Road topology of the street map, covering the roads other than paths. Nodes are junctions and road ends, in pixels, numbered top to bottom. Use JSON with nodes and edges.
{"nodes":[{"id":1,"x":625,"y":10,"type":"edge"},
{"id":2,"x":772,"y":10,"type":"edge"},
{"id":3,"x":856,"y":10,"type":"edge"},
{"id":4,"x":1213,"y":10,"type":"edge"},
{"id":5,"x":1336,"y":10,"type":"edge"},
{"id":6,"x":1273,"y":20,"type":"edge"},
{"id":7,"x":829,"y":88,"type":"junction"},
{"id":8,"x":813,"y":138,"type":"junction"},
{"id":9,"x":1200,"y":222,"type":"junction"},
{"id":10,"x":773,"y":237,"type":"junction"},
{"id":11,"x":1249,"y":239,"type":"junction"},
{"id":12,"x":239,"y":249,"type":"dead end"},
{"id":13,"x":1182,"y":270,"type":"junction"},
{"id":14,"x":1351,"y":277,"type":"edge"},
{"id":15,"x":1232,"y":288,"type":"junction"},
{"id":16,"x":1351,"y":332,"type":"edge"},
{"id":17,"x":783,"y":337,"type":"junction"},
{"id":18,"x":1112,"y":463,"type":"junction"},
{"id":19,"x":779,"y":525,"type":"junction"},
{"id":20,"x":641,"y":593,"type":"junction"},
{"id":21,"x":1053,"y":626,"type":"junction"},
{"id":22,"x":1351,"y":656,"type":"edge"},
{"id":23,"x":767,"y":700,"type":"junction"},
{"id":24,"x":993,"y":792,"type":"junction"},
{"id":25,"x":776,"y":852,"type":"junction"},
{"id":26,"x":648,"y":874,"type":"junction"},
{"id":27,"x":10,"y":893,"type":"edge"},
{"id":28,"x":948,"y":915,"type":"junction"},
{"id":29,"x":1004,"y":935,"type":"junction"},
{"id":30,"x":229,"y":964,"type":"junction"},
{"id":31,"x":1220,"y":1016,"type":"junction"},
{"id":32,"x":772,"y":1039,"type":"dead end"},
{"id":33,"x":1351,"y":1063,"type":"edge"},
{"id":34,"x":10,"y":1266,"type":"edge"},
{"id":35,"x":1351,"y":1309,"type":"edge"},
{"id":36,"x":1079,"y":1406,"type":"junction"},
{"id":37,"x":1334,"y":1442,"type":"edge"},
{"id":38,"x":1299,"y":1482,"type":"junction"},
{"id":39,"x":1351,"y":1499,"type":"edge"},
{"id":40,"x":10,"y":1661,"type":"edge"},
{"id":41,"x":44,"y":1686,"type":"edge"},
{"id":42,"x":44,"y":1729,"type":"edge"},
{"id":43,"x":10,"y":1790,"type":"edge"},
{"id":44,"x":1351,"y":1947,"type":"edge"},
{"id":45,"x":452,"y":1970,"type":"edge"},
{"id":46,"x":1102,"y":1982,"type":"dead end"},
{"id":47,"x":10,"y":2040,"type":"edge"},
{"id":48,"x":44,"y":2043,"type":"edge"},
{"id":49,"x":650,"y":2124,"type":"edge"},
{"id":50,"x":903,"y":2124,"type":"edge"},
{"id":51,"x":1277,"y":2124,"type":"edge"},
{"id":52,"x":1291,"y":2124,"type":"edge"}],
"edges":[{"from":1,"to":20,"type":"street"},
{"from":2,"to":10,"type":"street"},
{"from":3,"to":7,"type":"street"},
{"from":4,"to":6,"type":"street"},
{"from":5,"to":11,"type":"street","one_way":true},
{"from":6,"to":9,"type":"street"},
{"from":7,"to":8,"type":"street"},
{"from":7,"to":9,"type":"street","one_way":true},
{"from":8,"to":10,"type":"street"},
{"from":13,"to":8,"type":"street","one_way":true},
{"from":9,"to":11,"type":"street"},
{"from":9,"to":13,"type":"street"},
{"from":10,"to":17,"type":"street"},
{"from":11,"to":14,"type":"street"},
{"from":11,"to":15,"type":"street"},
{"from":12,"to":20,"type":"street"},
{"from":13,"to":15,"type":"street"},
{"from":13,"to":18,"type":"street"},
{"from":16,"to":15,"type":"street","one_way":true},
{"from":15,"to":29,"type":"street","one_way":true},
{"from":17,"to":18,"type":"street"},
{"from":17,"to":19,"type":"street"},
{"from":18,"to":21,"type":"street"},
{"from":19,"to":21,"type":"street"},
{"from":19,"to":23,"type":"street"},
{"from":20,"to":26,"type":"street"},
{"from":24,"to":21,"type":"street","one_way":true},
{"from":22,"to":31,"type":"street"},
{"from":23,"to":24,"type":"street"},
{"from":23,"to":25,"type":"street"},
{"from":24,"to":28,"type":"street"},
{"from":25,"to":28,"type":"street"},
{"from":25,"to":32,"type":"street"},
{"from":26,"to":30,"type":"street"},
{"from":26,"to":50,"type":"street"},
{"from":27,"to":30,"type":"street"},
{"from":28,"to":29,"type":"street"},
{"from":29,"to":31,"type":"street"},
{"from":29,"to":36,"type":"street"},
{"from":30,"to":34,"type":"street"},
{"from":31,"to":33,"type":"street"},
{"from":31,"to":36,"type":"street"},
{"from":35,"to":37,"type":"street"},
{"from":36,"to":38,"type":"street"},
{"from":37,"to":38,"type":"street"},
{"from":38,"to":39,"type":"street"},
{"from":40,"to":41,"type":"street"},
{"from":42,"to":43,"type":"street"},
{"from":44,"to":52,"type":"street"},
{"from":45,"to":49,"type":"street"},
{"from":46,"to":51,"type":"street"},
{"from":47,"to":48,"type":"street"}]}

■ **The task**: Every line of the material that holds the word "edges" must be found and copied.

■ **Written answer**:
Road topology of the street map, covering the roads other than paths. Nodes are junctions and road ends, in pixels, numbered top to bottom. Use JSON with nodes and edges.
"edges":[{"from":1,"to":20,"type":"street"},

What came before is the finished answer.